While rejecting Soros’ request to dismiss the lawsuit, U.S. District Judge John Keenan in Manhattan said the hold should continue pending an arbitration between Steinmetz’s BSG Resources and the West African country of Guinea, which he said would likely resolve many underlying issues.
“We are pleased with the decision,” said Joseph Baio, a lawyer for Soros.
“We are pleased that the court did not dismiss the claims,” said Louis Solomon, a New York-based lawyer for BSG. “We think the arbitration will strengthen our case here, and look forward to continuing the lawsuit.”
Soros, 87, is worth $8 billion and Steinmetz, 61, is worth $1.15 billion, Forbes magazine said on Wednesday.
BSG accused Soros and groups he helps fund of propagating “untrue” corruption allegations and paying Guinean officials to strip it of mining rights, causing it to lose its rights to the Simandou deposit in April 2014.
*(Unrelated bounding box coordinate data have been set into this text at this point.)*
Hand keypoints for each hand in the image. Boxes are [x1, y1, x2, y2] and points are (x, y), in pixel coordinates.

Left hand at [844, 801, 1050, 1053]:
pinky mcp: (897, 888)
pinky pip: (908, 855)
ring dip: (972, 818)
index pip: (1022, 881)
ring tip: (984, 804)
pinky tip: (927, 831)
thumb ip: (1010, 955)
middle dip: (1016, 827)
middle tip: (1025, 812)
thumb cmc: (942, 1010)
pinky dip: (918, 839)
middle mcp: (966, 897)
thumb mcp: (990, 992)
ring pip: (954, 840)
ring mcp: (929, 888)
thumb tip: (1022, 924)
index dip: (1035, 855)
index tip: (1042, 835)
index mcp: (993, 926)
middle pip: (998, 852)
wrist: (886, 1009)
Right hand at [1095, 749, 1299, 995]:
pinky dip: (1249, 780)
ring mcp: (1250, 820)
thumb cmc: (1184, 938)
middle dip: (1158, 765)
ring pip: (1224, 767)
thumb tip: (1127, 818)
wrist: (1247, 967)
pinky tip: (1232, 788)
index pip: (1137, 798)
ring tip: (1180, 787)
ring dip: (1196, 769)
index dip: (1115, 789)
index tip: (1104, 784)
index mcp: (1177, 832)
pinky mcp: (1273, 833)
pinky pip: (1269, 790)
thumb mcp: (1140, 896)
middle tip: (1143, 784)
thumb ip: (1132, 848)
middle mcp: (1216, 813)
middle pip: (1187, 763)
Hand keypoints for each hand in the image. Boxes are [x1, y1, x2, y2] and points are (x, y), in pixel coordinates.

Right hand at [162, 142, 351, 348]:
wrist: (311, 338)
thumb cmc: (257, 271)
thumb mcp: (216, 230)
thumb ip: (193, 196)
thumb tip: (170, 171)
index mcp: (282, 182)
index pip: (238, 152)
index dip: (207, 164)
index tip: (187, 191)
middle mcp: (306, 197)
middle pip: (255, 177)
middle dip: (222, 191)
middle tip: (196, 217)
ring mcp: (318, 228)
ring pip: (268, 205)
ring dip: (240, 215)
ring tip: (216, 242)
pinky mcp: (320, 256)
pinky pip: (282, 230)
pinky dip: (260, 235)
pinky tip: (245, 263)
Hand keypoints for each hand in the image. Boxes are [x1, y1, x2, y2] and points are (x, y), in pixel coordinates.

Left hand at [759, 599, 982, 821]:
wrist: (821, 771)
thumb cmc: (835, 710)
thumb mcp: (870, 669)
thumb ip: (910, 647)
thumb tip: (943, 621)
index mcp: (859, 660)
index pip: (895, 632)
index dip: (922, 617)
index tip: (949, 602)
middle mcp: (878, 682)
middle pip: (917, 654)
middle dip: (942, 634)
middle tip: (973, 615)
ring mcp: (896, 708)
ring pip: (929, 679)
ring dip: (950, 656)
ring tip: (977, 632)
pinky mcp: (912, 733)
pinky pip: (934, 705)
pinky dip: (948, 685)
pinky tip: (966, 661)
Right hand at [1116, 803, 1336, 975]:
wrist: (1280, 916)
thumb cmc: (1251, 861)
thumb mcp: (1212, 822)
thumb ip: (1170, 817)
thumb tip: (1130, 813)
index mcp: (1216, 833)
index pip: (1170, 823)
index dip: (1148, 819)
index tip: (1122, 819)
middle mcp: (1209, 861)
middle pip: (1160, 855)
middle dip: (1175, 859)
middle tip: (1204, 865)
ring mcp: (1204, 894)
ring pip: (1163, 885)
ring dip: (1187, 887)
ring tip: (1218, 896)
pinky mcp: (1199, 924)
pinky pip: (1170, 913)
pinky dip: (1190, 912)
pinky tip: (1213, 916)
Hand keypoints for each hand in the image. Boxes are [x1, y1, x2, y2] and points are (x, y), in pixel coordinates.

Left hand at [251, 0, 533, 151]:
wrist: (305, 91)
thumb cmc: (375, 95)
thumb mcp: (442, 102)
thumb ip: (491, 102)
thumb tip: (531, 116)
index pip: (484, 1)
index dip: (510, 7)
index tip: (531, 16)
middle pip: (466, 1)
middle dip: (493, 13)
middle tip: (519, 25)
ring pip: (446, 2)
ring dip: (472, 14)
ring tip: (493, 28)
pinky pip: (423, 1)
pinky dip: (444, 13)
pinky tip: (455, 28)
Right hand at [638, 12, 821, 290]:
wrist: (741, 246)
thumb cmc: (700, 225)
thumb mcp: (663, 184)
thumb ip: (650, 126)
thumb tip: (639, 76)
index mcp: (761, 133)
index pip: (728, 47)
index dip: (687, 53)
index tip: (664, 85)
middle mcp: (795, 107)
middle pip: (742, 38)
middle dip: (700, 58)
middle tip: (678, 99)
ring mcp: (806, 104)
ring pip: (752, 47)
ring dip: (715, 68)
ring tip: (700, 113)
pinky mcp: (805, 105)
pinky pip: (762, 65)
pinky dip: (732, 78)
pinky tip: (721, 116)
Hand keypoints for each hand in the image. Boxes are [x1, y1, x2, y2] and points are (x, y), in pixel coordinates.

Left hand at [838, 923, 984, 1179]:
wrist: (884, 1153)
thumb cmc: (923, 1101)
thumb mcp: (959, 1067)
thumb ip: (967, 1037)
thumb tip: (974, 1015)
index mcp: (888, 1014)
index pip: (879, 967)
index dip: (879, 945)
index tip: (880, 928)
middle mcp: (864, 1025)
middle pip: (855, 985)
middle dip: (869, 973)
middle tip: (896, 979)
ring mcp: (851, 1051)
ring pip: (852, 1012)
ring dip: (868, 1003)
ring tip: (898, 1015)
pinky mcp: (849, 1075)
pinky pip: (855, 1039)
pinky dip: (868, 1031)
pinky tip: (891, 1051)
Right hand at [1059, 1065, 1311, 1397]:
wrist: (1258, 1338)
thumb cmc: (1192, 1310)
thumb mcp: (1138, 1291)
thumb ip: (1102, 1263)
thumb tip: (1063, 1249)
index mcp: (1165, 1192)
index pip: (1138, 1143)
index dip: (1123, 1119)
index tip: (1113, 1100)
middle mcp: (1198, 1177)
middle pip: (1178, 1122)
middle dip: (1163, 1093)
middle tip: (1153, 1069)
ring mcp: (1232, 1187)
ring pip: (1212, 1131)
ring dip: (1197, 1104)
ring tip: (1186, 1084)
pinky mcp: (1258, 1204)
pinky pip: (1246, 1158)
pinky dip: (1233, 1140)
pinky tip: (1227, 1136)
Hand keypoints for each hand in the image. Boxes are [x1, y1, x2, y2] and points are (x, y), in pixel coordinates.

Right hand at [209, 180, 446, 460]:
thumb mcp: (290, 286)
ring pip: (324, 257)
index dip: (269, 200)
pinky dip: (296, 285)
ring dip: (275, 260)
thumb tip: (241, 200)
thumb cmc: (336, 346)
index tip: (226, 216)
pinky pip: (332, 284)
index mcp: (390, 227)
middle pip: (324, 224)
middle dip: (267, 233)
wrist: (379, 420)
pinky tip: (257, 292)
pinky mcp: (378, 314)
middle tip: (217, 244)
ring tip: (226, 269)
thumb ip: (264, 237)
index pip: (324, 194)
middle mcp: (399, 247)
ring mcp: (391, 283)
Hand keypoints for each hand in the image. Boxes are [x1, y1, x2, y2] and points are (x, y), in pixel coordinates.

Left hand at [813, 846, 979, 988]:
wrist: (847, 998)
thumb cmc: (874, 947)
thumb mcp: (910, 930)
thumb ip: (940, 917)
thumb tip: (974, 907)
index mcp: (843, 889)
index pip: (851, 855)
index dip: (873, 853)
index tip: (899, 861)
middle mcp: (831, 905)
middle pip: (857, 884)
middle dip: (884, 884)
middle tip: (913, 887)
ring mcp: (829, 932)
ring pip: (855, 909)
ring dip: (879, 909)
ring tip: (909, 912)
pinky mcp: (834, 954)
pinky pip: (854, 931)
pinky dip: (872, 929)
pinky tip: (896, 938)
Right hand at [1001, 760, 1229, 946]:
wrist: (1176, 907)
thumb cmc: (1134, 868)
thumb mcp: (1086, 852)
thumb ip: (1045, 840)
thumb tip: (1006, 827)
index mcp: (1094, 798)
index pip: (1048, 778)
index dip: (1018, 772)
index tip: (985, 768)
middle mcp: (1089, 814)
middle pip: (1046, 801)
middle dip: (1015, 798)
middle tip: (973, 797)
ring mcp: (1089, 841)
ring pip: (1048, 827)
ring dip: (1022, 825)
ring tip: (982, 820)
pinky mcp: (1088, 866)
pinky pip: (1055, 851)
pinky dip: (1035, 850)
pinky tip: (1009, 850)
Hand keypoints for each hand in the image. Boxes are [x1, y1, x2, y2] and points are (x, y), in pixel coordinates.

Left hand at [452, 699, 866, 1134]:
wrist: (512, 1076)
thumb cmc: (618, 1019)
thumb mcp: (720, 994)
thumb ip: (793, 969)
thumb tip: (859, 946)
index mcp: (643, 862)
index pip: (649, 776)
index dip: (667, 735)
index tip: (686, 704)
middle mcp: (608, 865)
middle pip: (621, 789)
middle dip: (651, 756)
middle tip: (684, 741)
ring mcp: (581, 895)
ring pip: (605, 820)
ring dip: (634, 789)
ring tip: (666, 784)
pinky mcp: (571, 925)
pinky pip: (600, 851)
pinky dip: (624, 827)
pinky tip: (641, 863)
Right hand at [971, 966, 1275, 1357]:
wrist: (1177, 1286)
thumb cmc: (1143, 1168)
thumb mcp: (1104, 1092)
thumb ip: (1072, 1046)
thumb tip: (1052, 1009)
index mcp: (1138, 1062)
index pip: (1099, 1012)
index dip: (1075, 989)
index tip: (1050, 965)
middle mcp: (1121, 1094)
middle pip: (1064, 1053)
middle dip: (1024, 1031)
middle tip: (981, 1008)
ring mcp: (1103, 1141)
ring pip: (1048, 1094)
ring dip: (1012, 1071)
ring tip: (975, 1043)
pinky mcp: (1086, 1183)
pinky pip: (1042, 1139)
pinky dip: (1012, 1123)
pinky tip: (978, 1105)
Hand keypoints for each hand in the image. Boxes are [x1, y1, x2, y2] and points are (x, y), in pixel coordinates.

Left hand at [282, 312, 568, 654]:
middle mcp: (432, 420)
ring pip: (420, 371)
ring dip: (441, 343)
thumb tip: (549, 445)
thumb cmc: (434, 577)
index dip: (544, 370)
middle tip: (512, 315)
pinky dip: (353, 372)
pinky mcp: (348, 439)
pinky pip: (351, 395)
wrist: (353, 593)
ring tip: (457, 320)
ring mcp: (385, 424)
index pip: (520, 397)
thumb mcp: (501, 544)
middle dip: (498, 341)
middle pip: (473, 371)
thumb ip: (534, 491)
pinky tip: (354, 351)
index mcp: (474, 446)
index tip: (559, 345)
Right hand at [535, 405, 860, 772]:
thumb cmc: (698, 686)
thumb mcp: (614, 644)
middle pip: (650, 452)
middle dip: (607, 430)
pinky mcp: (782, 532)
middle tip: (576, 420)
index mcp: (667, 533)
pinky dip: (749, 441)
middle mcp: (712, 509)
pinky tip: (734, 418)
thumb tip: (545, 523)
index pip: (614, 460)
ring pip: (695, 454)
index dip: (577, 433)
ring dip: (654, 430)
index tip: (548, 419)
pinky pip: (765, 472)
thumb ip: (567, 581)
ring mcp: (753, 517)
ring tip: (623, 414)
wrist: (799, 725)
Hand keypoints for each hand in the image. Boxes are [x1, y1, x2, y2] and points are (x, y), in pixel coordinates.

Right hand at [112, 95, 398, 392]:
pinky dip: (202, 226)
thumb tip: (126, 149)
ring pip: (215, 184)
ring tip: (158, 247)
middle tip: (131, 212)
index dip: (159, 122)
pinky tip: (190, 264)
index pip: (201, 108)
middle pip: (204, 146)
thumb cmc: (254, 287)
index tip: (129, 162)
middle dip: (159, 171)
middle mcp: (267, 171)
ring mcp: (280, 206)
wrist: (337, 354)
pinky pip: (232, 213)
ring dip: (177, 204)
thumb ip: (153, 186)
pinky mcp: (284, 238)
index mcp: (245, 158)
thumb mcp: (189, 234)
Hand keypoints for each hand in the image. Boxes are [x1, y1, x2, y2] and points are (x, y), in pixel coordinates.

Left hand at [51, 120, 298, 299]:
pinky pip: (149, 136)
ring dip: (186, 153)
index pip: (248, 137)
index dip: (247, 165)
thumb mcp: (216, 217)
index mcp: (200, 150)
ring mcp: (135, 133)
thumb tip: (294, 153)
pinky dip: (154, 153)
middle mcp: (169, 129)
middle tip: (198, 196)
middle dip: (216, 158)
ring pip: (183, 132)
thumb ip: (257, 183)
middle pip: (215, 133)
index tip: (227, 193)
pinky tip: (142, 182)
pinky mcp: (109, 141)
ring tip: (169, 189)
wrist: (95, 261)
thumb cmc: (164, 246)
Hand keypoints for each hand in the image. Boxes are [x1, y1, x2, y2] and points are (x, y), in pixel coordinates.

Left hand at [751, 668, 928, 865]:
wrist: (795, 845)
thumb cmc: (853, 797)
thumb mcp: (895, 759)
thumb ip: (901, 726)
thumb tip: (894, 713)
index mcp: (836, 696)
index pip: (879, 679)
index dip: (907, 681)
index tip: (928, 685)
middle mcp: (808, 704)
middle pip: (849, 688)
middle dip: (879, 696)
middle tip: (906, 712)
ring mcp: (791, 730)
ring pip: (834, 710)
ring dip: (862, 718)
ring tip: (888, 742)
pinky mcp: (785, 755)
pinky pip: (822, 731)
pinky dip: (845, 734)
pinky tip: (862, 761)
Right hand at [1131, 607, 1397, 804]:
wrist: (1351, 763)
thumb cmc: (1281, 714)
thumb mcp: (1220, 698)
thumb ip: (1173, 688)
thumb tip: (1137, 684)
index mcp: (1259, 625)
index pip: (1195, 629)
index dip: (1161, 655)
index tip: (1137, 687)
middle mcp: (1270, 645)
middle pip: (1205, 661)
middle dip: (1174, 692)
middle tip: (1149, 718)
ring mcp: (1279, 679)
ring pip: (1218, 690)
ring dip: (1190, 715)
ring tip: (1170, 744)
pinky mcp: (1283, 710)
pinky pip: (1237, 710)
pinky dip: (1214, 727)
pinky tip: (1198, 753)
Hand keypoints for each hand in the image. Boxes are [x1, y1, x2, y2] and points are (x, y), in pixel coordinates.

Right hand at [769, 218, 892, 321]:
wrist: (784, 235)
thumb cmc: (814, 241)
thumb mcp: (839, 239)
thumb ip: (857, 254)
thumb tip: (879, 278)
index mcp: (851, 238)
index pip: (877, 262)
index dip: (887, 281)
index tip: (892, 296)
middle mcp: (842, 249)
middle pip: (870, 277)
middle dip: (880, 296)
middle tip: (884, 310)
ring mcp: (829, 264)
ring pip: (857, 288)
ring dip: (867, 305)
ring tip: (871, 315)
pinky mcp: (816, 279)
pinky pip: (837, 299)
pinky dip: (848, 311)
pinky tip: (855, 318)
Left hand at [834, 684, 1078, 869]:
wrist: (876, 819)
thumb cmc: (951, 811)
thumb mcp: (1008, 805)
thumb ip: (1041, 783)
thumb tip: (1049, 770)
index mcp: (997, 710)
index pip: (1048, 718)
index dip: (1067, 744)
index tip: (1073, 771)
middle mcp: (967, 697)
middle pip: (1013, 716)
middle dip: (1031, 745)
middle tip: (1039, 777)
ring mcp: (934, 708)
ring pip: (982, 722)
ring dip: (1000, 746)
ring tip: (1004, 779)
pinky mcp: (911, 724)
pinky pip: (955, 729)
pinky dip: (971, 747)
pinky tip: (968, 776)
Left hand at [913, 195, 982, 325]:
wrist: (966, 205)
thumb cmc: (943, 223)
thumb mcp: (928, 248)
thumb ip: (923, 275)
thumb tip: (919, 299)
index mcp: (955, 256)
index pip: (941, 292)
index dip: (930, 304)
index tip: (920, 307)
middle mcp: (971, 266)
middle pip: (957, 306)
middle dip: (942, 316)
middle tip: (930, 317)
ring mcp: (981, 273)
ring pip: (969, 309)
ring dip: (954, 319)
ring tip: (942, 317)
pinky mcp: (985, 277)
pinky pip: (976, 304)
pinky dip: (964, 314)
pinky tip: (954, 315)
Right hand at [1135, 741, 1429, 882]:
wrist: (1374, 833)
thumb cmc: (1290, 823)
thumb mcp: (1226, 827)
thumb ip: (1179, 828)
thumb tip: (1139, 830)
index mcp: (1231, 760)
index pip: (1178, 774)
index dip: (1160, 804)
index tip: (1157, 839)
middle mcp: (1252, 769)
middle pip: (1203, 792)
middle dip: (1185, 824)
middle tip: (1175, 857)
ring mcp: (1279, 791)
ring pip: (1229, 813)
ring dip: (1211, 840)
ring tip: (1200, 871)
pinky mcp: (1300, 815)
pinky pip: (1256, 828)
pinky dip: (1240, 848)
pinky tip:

It said the Hungarian-born Soros had been driven by a grudge dating to 1998, when he “falsely concluded” that Steinmetz cost him a big business loss in Russia, as well as hostility toward Israel. Steinmetz is Israeli.
In Wednesday’s decision, Keenan said Soros established that the “same key issues” in the April 2017 lawsuit underlay BSG’s arbitration before the International Centre for Settlement of Investment Disputes in Paris, which began in August 2014.
Keenan said BSG would not suffer “undue hardship” by waiting for the arbitration to take its course, and that a resolution “will likely provide significant insight into, if not actually resolve” claims in the lawsuit, including fraud and defamation.
Steinmetz’s ability to travel has been restricted since last December, when he was put under house arrest for two weeks in connection with a probe into alleged bribery of senior public officials in Guinea.
BSG and Steinmetz have denied wrongdoing, and Steinmetz was released without charge. On Nov. 15, a court in Israel said Steinmetz could leave that country, but not travel to Africa and all but six countries in Europe.